[Saved data entries]
=== Begin Enclosure ===

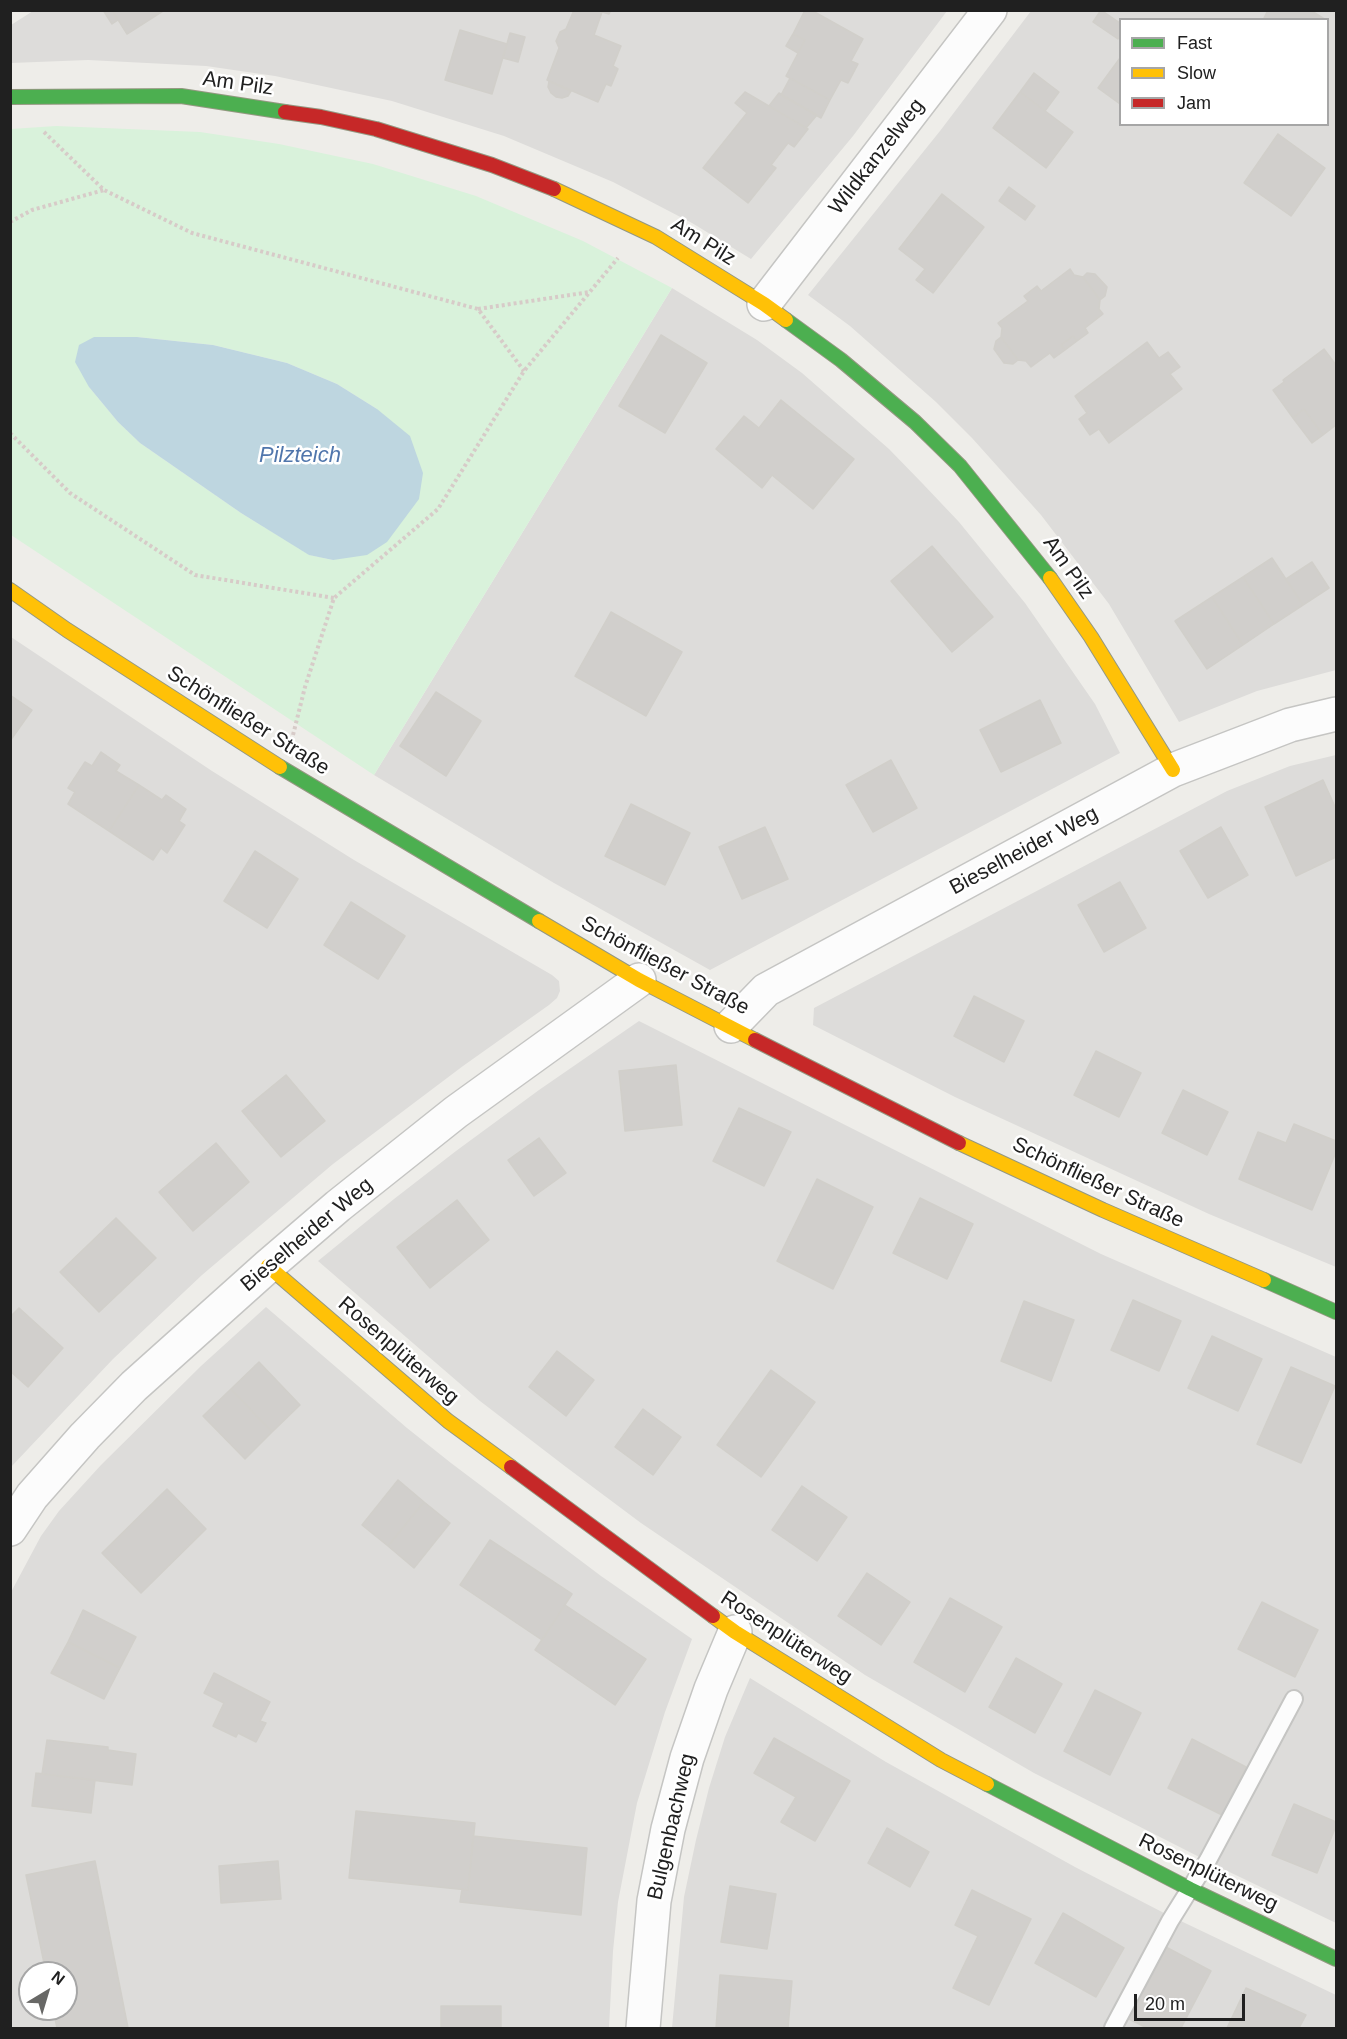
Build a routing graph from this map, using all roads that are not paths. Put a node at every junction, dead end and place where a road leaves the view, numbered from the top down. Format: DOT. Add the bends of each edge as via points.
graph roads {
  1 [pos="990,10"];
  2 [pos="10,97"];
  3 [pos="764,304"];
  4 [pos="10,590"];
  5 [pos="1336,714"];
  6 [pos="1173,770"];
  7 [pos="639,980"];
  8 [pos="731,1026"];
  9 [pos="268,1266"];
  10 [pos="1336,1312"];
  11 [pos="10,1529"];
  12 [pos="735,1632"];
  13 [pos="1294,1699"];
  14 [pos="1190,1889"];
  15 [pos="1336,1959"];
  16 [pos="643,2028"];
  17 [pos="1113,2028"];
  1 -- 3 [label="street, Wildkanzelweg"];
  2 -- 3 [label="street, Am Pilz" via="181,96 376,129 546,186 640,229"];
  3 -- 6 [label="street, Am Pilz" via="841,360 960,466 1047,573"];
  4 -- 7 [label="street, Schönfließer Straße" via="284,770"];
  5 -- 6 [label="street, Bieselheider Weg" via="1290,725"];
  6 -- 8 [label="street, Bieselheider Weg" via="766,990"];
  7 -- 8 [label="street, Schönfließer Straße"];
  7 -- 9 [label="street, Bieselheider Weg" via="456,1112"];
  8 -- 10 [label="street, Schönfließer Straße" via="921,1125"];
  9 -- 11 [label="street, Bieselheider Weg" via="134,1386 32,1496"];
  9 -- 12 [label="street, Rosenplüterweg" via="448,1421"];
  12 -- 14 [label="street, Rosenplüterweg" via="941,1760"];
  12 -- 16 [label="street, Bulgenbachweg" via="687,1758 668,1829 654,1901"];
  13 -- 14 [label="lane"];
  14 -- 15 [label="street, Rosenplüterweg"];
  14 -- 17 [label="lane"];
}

=== End Enclosure ===

• **WHAT THE EXERCISE ASKS**: Look through the data above. Copy every line with the string "Pilz" in it.

• **COMPLETED TASK**:
  2 -- 3 [label="street, Am Pilz" via="181,96 376,129 546,186 640,229"];
  3 -- 6 [label="street, Am Pilz" via="841,360 960,466 1047,573"];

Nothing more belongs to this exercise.